肺癌最重要的生物学特性是侵袭和转移，也是肺癌患者的主要临床致死原因。肿瘤细胞的上皮-间质转化(epithelial-mesenchymal transitons, EMT)是肿瘤发生侵袭、转移的重要原因。我们前期研究发现在肿瘤微环境中巨噬细胞（Mф）向M2型转化，并且高表达TGF-β，使肺癌细胞发生了EMT现象。最新研究发现SOX9过表达促进肿瘤细胞发生EMT，但具体机制不清。利用LASAGNA分析发现TGF-β下游因子Smad3与SOX9的启动子结合位点。本课题将利用已建立体内外模型及临床样本，利用CHIP和荧光素酶报告基因技术确定Smad3与SOX9启动子结合位点，从而阐明TGF-β调控-SOX9表达的分子机制。通过中和Mф分泌的TGF-β，抑制肺癌细胞的SOX9表达，探讨M2型Mф能否过表达TGF-β，进而激活肺癌细胞的SOX9信号通路发生EMT。为临床肺癌治疗提供新的靶点。

Invasion and metastasis are the most important biological characteristics of lung cancer which are the main clinical cause of death of lung cancer patients. Epithelial-mesenchymal transitons (EMT) is a multi-stage and important process in metastasis. TGF-β is a inflammatory cytokine and its up- regulation is closely associated with various cancers including lung tumors. In this context, TGF-β overexpression by macrophage that was co-cultured with lung cancer cells, and EMT are frequently observed in lung caner cells.However, their functional relationship remains largely unknown. Recent studies have shown that elevated TGF-β levels have been associated with increased SOX 9activation. However, how TGF-βmay contribute to the regulation of SOX9 in EMT has not been fully explored. In this project, we will perform TGF-β neutralization and use siRNA to knockdown the SOX9 expression in vitro , in vivo model and clinical samples.

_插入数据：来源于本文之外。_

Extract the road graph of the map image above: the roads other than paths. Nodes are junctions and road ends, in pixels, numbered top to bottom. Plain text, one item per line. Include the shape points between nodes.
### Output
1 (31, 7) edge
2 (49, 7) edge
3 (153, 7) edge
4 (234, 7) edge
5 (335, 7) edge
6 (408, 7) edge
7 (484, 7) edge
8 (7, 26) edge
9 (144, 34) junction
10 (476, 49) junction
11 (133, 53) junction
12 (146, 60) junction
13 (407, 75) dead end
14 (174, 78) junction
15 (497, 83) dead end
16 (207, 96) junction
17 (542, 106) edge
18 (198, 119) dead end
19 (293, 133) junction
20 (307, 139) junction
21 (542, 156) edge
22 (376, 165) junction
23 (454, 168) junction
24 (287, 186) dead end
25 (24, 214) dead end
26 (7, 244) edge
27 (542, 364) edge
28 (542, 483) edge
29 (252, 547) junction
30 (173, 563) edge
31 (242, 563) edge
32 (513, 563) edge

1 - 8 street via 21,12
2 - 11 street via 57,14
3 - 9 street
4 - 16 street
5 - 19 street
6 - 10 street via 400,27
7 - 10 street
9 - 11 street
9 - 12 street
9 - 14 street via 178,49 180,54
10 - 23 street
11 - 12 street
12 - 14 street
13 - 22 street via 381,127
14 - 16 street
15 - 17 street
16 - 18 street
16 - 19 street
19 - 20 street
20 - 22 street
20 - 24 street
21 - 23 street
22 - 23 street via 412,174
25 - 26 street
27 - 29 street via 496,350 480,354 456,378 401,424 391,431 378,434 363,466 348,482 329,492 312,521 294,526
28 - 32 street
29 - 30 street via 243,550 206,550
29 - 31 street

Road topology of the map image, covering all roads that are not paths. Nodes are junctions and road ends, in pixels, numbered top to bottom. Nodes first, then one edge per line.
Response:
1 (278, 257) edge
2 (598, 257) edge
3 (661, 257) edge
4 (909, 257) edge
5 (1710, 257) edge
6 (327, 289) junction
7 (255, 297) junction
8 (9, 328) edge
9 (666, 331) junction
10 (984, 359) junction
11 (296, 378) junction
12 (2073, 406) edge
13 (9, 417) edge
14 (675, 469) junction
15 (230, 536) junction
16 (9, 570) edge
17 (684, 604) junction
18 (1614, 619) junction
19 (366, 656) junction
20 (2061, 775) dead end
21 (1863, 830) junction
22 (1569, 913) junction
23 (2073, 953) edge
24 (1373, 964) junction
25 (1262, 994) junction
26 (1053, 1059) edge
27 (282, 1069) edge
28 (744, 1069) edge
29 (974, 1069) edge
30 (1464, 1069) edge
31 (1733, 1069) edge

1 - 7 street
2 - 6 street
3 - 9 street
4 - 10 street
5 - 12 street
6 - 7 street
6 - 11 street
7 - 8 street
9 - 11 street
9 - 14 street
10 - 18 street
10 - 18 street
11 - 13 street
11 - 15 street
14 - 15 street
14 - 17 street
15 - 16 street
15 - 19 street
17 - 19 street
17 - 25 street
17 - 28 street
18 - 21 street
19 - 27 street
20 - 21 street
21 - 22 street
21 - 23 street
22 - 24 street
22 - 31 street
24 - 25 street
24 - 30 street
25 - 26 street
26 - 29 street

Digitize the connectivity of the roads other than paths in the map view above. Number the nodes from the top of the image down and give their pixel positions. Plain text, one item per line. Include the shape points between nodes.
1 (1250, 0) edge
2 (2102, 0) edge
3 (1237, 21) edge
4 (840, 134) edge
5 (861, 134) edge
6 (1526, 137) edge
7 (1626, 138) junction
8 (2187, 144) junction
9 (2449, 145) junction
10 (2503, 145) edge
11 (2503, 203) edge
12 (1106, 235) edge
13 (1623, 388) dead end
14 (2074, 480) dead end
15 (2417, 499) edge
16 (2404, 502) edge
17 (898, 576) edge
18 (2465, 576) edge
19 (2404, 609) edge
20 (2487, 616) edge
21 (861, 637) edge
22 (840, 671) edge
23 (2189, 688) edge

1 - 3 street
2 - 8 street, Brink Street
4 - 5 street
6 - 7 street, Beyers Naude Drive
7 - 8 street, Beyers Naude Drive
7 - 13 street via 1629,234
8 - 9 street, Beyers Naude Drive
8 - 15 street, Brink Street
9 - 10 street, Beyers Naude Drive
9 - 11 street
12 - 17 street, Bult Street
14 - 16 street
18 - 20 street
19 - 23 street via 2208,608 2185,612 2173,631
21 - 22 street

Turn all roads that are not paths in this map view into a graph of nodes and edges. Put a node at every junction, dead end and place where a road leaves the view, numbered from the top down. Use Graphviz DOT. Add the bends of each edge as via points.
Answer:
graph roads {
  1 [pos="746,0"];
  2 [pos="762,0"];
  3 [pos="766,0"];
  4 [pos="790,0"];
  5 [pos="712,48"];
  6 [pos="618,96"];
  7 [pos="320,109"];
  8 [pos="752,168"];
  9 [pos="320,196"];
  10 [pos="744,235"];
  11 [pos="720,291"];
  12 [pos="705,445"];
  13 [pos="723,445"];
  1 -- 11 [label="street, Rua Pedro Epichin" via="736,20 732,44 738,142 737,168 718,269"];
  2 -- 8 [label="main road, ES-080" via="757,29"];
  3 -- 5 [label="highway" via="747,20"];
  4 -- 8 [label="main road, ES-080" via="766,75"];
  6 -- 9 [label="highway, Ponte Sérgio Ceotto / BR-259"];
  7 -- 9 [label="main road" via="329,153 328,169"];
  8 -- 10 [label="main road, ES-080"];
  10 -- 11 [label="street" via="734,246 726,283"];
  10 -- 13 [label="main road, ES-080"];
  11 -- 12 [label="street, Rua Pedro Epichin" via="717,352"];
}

Our study will provide mechanistic insights into howTGF-β regulate the SOX9 in EMT, and the regulation we describe here may have profound therapeutic implications for lung cancer metastasis and angiogenesis and could help invent novel approaches in treating and prognosticating lung cancer. Provide new clues to clarify lung cancer metastasis-related biological mechanisms, and highly metastatic lung cancer for the study of new cytokine-based drug target.